- WHAT TO WORK ON: In the data that follows, how many lines include the string "graph"? Answer with the number alone.

- SUPPLIED RECORDS:
========================================================================

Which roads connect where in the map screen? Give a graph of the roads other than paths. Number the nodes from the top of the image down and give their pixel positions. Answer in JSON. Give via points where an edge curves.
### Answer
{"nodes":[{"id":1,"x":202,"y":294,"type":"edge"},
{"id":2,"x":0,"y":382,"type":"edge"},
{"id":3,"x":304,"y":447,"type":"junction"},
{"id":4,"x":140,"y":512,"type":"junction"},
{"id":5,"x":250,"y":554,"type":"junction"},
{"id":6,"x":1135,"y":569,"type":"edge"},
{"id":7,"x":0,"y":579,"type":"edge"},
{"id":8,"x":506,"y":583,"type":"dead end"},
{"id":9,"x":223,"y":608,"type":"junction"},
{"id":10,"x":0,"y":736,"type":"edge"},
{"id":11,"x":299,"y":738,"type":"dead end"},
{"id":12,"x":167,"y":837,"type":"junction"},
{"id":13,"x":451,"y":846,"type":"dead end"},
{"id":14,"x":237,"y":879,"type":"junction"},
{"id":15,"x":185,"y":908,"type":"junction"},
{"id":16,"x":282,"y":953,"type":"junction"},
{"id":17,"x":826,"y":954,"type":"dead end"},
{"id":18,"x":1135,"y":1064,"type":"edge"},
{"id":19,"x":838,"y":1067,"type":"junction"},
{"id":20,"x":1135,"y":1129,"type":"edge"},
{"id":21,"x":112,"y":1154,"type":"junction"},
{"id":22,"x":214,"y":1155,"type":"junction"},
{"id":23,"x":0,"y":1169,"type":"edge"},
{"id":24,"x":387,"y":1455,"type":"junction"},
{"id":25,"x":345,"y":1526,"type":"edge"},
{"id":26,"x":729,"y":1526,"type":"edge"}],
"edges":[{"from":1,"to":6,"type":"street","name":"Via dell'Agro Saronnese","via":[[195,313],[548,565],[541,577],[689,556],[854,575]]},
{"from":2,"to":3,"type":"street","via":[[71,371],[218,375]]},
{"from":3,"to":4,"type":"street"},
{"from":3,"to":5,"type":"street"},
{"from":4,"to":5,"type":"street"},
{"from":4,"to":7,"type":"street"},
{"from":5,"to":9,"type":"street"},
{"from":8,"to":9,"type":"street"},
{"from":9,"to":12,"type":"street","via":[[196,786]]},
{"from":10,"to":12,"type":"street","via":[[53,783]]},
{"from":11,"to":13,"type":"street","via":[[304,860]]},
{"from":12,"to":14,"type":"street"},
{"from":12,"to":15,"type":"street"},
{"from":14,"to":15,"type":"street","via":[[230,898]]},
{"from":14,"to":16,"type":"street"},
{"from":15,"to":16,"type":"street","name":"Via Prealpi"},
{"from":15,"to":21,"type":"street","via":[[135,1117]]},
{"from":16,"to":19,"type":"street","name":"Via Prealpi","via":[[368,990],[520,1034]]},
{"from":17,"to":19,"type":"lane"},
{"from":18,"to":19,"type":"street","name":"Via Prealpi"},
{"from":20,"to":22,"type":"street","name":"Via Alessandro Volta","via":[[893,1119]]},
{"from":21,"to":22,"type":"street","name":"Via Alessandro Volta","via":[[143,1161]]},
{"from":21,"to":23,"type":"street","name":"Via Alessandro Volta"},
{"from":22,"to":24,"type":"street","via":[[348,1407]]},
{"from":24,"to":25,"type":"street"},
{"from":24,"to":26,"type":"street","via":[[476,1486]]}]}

========================================================================

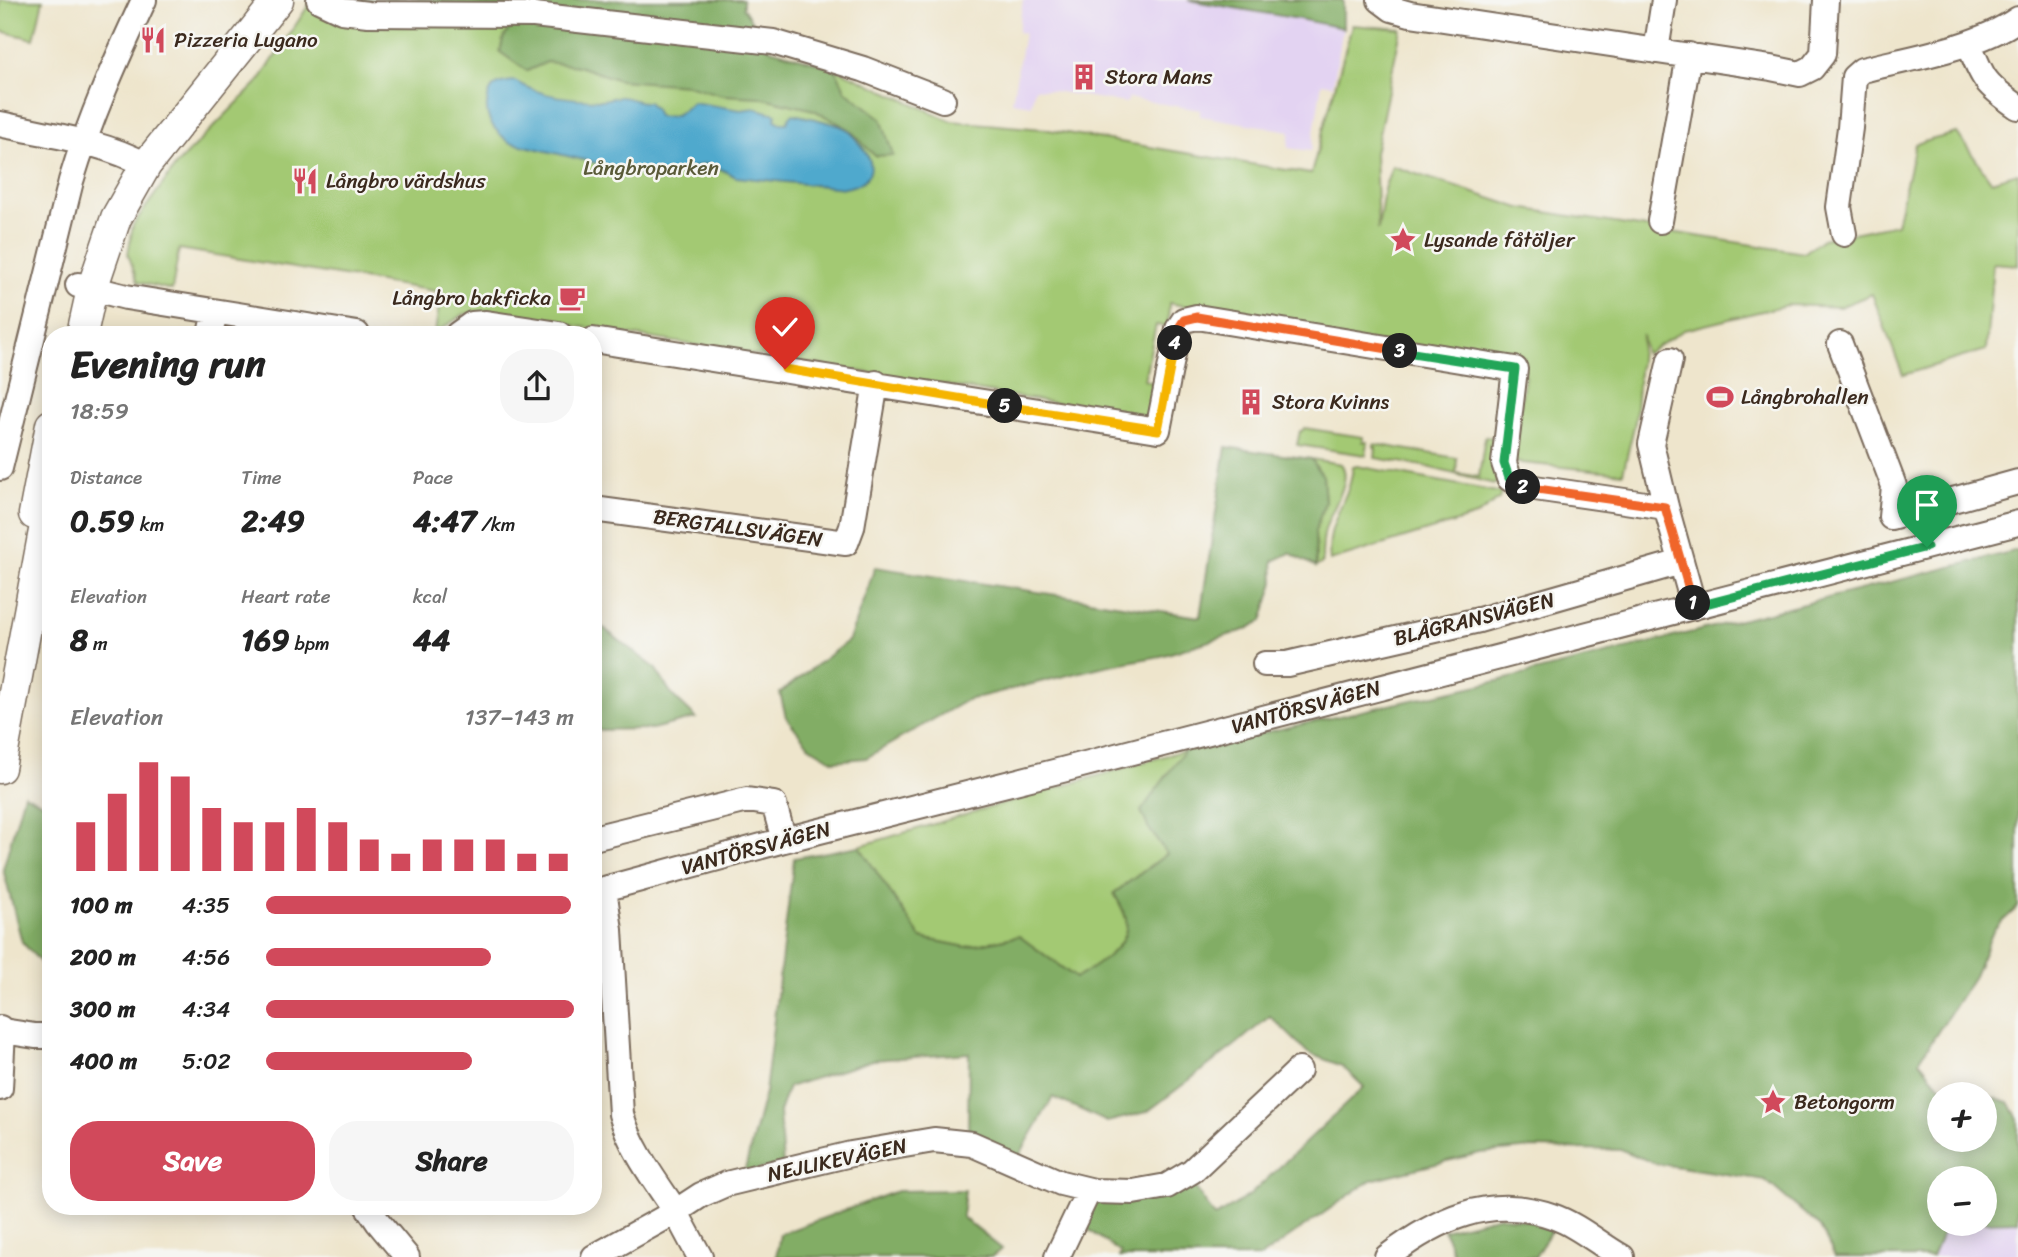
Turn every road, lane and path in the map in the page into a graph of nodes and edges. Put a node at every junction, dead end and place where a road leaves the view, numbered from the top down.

========================================================================

- RESPONSE BELOW: 2